Ora, podemos certamente dizer que tal instantâneo fotográfico corresponde a um instante de fato ocorrido, ou não ficaria registrado. E podemos dizer que o conjunto da ilustração desenhada nunca ocorreu. Contudo ambos transmitem mensagens e a ilustração pode dar idéia melhor do que ocorreu no tribunal do que o instantâneo fotográfico neutro hipotético. O instantâneo, verdadeiro sob o conceito daquela configuração ter de fato ocorrido, pode ser mais falso que a narrativa da ilustração, cuja conjuntura nunca ocorreu.

Provavelmente a maior falsidade da fotografia provém do isolamento, do recorte do assunto em relação ao ambiente. O mero recorte já é falso e isso é agravado pelos efeitos do achatamento ou da inclusão excessiva promovidas pelos comprimentos focais de tele ou grande angular.
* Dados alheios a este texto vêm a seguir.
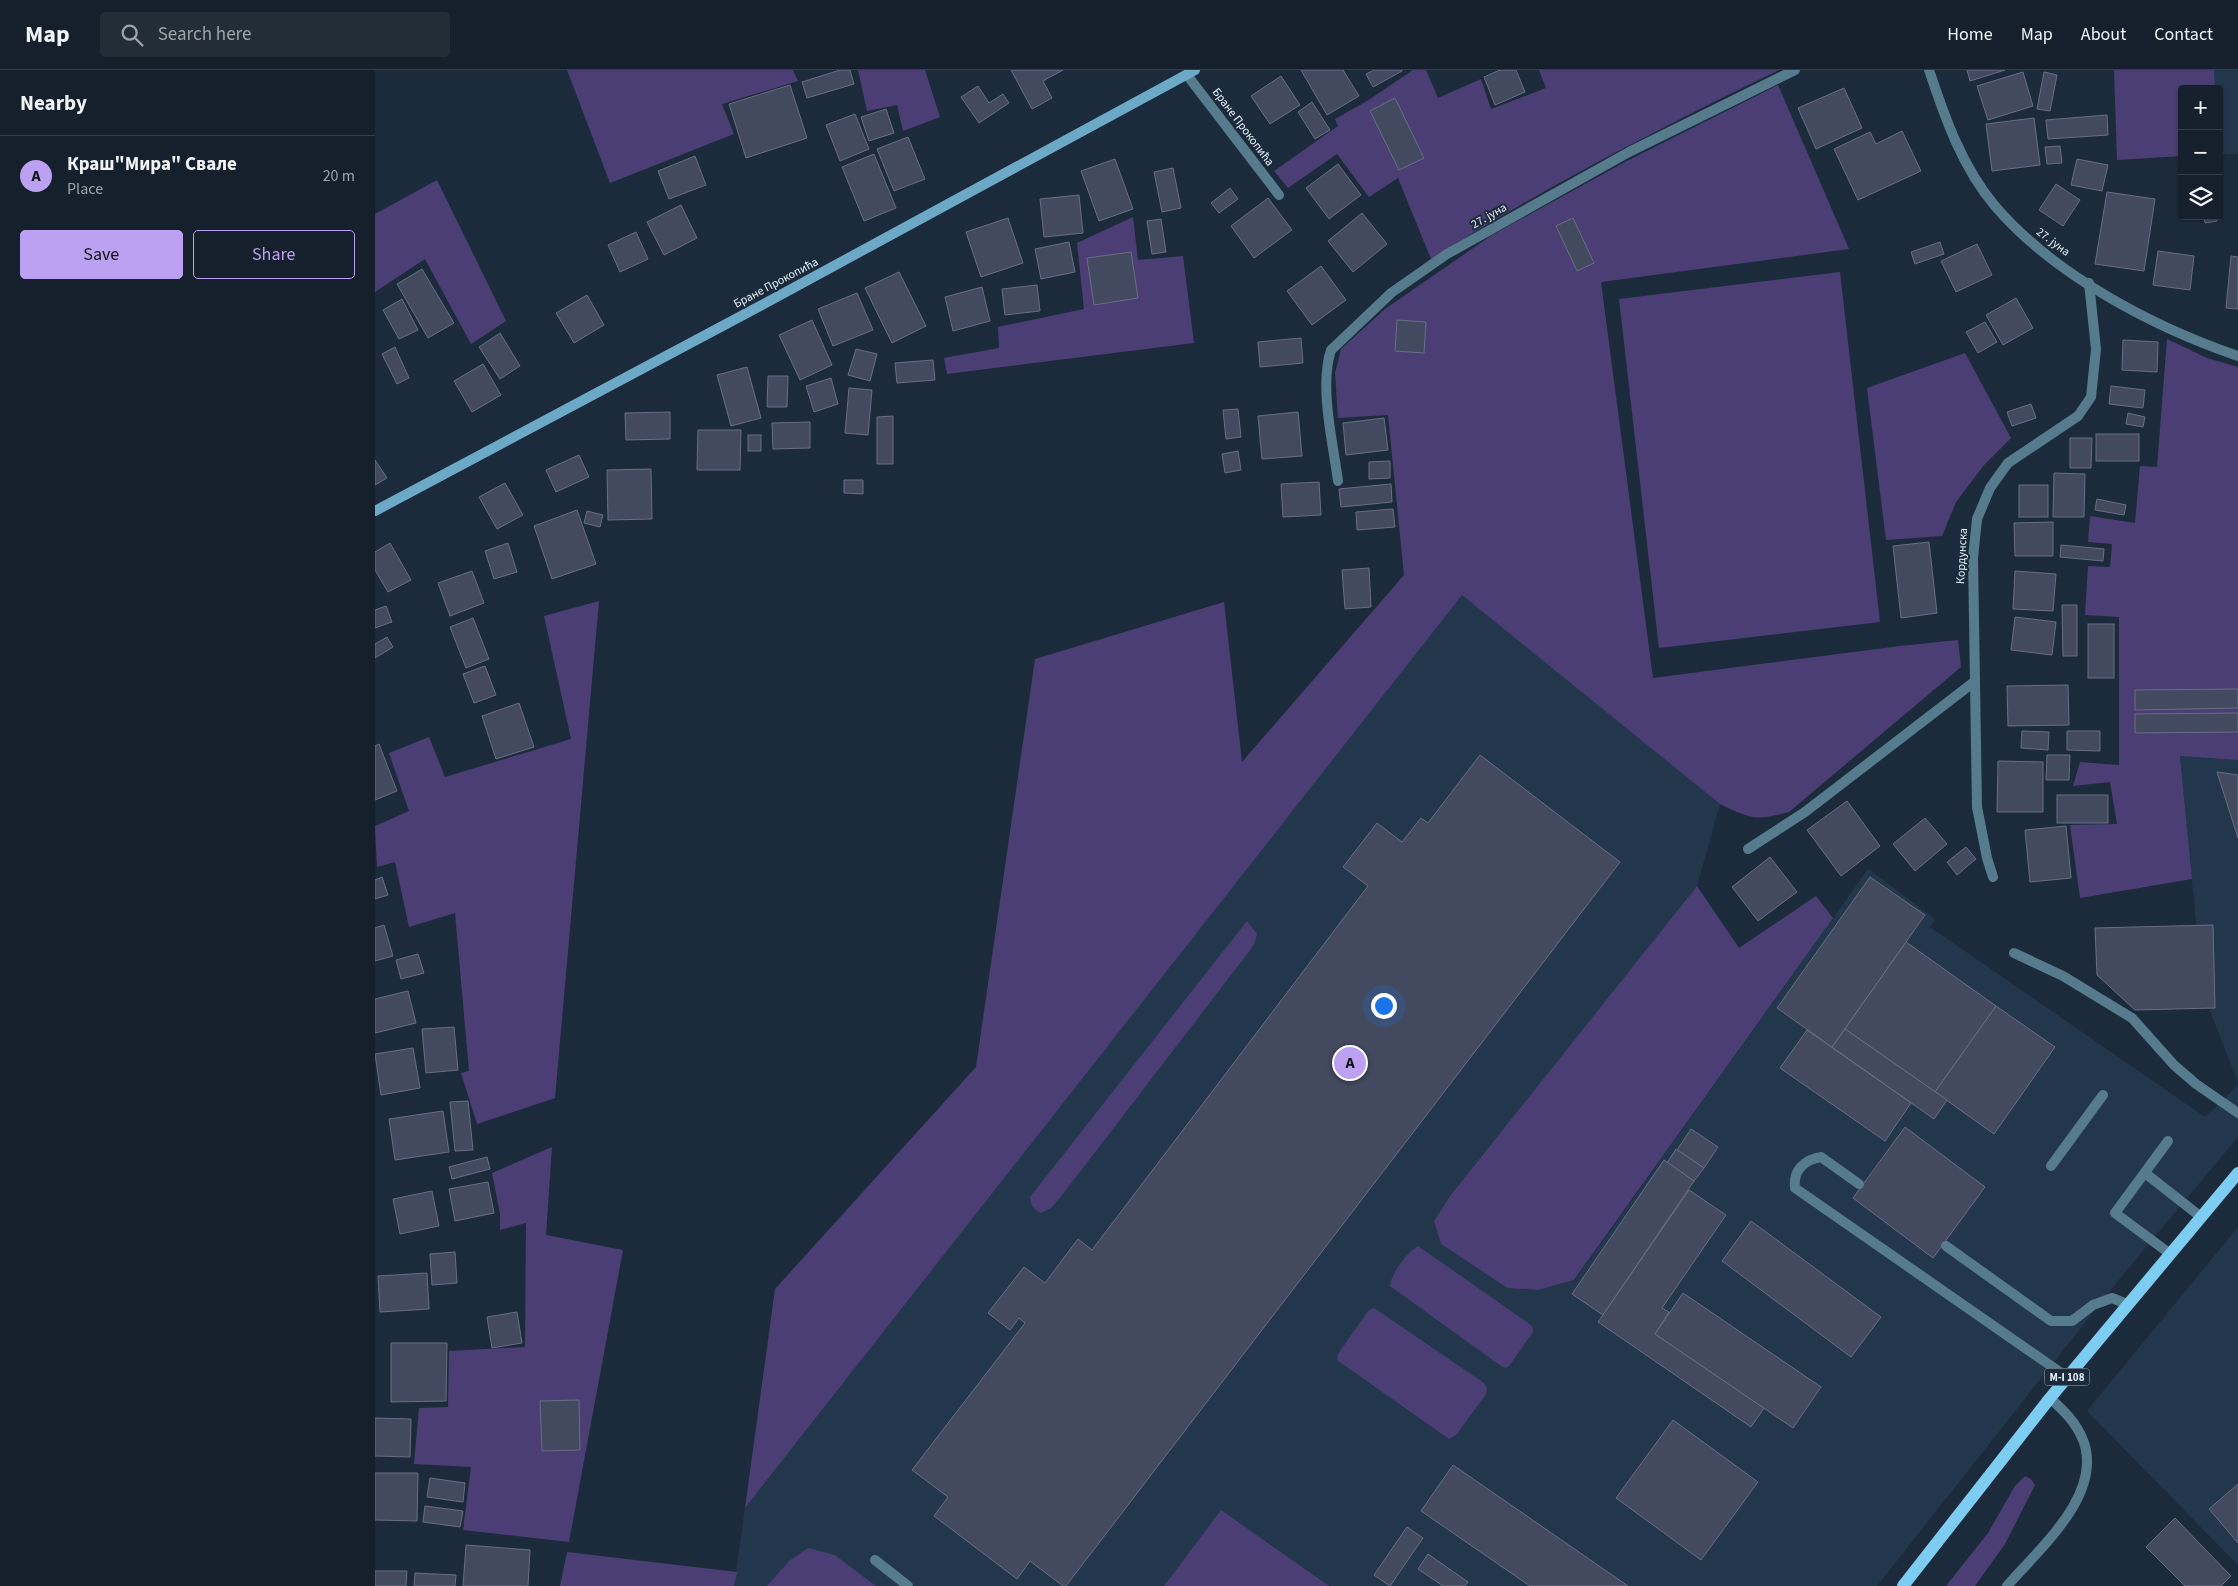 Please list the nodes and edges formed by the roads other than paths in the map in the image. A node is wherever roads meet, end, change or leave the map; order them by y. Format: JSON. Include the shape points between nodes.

Essa escolha entre aquilo que será fotografado e aquilo que não será, essa escolha de como algo será figurado, perto ou longe, achatado por uma tele ou profundo, iluminado ou escuro devido à exposição, juntado ou não a outro elemento pelo ângulo, essa escolha cria o sentido, a mensagem da imagem produzida.

Há algo muito artificial nisso, conquanto tornado hábito não seja sequer percebido por muitos fotógrafos, que acreditam estarem tão simplesmente registrando o mundo como é. E, raramente é percebido pelo observador. Esse compra a mensagem da narrativa reforçada pela mitologia da fotografia-verdade.

Essa artificialidade, essa desnaturação é a mentira da qual nos valemos para contar algo ao observador, a esse alguém a quem é negado o conhecimento das circunstâncias da fotografia. Mentimos, mesmo que para contar uma verdade irregistrável por uma hipotética captura neutra.